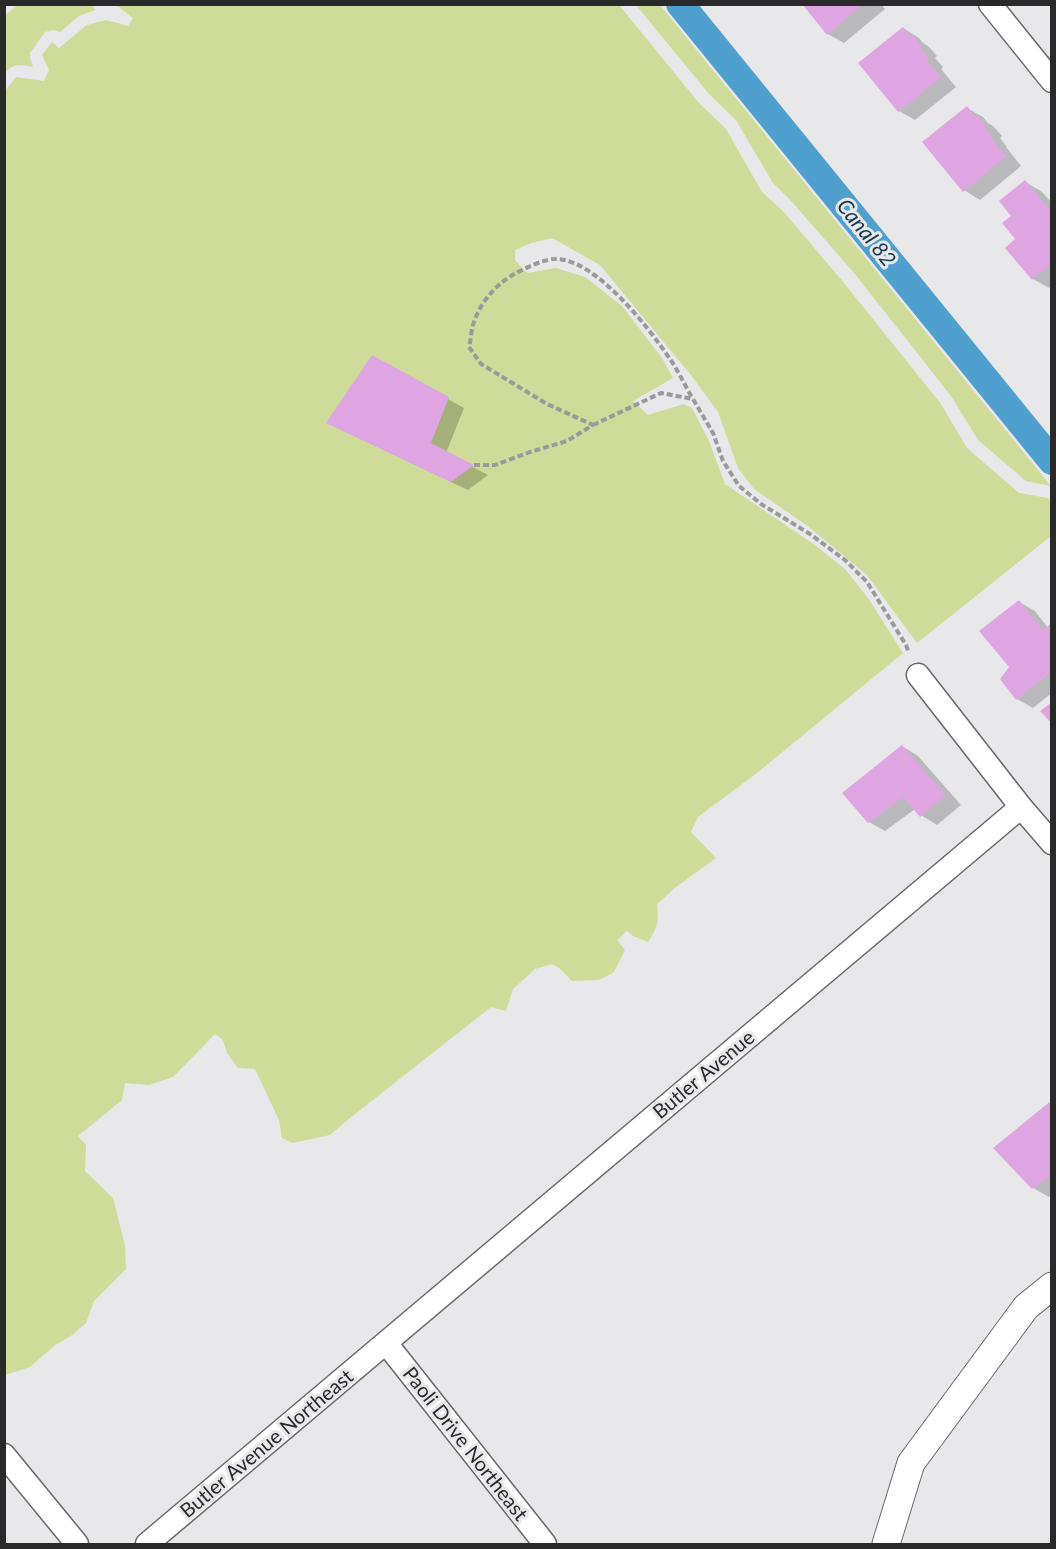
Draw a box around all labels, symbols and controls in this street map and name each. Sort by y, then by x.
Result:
water label: Canal 82 [831,194,901,272]
street label: Butler Avenue [648,1026,760,1124]
street label: Paoli Drive Northeast [397,1362,533,1526]
street label: Butler Avenue Northeast [176,1365,358,1523]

» What you have to do:
Nothing in the records should be changed in the copy, but the pictures must be left out.

» Response to this task:
Draw a box around all labels, symbols and controls in this street map and name each. Sort by y, then by x.
Result:
water label: Canal 82 [831,194,901,272]
street label: Butler Avenue [648,1026,760,1124]
street label: Paoli Drive Northeast [397,1362,533,1526]
street label: Butler Avenue Northeast [176,1365,358,1523]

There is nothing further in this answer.